Stored entries
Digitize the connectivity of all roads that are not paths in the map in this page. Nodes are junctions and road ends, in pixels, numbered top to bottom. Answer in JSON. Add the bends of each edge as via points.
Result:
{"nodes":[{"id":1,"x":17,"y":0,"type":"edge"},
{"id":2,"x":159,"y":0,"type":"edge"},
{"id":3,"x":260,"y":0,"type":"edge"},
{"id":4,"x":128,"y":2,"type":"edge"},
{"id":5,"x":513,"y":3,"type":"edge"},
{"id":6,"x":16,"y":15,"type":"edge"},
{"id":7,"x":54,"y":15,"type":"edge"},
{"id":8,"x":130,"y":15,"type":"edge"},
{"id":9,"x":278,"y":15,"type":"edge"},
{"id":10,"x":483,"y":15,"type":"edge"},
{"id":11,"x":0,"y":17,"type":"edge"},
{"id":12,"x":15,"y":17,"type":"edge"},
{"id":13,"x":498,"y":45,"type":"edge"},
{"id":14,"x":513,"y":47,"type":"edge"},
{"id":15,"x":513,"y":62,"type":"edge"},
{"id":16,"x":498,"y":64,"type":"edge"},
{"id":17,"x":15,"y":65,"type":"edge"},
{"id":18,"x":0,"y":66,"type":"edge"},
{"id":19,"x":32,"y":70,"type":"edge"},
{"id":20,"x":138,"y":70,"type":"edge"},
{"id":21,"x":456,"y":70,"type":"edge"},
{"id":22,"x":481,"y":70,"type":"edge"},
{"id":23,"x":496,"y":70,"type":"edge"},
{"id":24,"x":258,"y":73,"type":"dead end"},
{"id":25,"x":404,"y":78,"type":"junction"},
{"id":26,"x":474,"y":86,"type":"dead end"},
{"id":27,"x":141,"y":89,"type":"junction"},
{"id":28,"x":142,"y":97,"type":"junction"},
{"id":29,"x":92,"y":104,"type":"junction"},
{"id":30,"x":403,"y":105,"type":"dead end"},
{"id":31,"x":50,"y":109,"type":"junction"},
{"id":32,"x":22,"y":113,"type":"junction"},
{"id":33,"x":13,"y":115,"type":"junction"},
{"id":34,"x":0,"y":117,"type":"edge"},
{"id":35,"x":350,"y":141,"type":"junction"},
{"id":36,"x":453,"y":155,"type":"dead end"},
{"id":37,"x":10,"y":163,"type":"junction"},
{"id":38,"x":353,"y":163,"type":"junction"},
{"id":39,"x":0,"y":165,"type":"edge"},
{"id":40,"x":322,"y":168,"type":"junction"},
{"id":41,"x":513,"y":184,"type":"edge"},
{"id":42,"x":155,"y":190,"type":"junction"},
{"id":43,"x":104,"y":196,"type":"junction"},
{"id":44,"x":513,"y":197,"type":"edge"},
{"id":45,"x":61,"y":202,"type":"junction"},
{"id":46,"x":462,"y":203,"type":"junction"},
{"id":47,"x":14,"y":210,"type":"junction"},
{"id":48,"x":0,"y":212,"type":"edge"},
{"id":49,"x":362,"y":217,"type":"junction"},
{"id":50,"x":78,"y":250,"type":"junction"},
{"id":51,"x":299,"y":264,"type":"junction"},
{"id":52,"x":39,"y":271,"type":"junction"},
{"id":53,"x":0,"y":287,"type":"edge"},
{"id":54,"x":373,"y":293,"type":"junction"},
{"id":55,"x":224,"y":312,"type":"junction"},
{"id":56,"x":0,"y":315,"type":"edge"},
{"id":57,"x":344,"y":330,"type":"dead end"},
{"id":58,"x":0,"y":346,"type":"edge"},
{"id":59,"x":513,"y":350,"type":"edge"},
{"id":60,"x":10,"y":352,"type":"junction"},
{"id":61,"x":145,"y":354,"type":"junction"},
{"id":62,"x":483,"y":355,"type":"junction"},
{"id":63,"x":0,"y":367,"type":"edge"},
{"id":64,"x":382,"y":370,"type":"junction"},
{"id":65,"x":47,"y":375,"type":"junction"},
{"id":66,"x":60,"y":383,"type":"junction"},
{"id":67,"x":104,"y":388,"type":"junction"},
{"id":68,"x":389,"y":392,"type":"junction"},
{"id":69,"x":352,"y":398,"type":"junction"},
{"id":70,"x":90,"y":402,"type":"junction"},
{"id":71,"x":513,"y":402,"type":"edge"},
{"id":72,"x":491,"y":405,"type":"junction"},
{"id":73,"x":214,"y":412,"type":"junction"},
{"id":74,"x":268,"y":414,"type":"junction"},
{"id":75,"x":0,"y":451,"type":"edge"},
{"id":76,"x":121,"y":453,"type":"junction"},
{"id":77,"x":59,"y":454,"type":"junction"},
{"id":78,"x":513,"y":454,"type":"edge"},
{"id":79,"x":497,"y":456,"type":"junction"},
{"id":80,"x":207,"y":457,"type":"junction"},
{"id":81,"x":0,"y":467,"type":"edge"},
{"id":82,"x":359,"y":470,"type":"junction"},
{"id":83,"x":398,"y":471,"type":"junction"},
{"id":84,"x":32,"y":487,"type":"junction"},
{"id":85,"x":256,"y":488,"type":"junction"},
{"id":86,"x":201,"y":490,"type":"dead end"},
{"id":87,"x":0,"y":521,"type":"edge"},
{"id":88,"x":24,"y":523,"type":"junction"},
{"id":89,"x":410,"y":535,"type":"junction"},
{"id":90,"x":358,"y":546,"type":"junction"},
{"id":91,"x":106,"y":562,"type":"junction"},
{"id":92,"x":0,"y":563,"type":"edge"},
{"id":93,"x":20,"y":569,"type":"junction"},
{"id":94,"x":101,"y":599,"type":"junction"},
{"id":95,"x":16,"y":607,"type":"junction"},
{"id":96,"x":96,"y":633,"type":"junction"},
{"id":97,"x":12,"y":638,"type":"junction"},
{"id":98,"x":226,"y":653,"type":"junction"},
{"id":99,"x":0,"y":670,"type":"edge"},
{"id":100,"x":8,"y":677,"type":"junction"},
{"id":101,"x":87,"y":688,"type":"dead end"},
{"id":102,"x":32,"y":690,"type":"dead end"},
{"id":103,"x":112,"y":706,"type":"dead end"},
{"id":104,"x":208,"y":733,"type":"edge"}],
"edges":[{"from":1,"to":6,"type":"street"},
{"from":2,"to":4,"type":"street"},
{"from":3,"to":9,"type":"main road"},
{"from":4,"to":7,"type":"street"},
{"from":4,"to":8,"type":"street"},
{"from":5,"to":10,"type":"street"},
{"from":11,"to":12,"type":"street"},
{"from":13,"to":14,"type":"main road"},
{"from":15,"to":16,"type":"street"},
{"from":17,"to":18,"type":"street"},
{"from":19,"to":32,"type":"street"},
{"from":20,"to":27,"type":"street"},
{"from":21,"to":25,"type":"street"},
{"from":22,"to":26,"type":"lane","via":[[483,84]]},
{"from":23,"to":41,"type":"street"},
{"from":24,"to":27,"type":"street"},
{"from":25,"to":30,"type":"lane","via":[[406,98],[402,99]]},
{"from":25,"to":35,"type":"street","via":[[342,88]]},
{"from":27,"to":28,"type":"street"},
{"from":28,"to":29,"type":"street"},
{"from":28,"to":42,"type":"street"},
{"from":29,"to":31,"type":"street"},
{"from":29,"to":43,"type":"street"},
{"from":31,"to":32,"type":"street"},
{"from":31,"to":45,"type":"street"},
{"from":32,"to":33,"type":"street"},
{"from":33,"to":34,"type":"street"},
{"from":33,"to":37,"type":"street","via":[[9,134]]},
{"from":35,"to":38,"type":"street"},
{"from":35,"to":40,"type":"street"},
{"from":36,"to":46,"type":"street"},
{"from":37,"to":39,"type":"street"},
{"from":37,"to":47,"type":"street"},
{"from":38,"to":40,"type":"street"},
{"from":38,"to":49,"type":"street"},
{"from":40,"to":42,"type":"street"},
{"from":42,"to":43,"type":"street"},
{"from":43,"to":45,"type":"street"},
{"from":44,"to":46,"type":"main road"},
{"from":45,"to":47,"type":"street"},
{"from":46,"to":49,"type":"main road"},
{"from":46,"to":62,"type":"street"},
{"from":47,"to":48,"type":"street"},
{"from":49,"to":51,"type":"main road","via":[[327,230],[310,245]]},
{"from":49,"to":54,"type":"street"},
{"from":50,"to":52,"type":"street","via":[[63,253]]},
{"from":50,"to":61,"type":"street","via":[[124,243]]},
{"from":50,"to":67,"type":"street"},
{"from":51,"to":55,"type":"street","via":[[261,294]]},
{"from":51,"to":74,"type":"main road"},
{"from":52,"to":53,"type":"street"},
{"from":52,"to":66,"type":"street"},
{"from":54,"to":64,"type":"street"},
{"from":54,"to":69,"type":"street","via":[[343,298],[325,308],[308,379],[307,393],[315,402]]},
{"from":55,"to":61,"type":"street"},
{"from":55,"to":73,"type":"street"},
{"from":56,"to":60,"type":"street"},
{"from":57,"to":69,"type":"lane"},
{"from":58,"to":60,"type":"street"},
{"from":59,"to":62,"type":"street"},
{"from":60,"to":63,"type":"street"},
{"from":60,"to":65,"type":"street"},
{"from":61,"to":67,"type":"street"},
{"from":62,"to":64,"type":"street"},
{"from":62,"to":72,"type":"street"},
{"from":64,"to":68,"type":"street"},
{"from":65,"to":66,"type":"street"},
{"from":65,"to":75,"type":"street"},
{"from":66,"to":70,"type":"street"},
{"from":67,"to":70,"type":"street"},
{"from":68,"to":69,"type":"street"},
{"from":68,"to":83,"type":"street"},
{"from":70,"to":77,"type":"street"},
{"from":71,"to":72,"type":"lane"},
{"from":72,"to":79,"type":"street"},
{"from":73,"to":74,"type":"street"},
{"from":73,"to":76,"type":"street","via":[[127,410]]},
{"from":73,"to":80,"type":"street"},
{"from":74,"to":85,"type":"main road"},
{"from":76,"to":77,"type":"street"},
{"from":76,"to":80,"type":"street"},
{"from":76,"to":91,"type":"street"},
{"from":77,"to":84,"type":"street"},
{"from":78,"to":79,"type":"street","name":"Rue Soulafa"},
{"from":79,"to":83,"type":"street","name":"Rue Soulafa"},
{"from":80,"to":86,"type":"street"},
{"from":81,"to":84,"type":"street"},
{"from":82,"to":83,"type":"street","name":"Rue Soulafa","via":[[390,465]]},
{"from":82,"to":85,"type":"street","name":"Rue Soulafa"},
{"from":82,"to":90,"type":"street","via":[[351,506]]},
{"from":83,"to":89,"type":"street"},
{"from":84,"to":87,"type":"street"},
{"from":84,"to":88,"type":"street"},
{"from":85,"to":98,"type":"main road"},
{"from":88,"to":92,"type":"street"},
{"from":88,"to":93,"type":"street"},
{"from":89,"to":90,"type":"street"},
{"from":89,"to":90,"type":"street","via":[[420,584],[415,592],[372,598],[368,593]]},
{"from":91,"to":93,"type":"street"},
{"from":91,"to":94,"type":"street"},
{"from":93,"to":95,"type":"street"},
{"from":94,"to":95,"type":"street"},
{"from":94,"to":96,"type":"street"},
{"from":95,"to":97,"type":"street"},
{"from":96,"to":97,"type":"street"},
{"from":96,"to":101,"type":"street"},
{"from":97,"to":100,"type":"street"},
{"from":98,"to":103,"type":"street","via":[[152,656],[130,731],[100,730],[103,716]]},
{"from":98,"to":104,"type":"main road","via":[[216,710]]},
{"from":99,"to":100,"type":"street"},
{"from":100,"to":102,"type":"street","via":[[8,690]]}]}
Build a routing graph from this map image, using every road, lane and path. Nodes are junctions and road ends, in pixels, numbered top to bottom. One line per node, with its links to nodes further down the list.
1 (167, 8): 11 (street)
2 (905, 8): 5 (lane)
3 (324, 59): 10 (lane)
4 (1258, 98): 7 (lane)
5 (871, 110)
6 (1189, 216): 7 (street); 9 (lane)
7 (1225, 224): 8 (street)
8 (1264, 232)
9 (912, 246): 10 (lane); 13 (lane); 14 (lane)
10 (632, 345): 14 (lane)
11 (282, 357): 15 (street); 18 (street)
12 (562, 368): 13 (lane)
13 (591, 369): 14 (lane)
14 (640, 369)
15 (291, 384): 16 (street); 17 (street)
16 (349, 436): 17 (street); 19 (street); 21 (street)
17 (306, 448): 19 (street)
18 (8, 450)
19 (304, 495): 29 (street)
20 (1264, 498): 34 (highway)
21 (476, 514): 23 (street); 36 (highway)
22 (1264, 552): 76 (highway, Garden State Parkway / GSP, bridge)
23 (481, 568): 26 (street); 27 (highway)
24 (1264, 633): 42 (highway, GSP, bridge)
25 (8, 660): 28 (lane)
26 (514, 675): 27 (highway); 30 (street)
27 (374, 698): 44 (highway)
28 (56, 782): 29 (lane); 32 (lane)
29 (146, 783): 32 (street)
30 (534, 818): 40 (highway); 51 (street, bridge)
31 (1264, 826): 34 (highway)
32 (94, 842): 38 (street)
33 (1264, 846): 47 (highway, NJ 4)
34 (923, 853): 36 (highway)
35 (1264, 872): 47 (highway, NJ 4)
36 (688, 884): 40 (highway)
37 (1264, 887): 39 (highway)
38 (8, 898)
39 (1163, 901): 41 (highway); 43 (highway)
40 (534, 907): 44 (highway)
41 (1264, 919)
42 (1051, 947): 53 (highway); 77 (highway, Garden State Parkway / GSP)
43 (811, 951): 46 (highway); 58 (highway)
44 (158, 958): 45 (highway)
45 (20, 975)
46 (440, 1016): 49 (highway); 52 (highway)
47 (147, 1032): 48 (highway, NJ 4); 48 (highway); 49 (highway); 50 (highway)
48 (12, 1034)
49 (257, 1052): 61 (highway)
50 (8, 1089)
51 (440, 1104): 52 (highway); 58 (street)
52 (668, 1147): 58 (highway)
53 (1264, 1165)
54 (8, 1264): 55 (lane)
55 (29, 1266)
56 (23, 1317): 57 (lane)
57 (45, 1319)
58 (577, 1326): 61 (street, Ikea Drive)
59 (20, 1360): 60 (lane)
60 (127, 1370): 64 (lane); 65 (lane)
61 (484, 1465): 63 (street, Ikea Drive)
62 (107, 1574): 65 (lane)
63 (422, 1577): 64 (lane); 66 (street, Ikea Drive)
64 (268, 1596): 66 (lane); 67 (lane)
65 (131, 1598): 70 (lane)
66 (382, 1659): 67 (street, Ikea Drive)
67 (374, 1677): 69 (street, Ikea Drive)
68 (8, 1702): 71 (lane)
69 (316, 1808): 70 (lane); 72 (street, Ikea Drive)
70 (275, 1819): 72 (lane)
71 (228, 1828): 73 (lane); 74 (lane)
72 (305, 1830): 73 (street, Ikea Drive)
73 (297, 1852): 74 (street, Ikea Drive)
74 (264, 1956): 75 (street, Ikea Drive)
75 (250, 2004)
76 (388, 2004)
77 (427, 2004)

What to do:
Working from the records above, find how many lines contain the string "bottom" and answer with the bare number.

Your solution:
2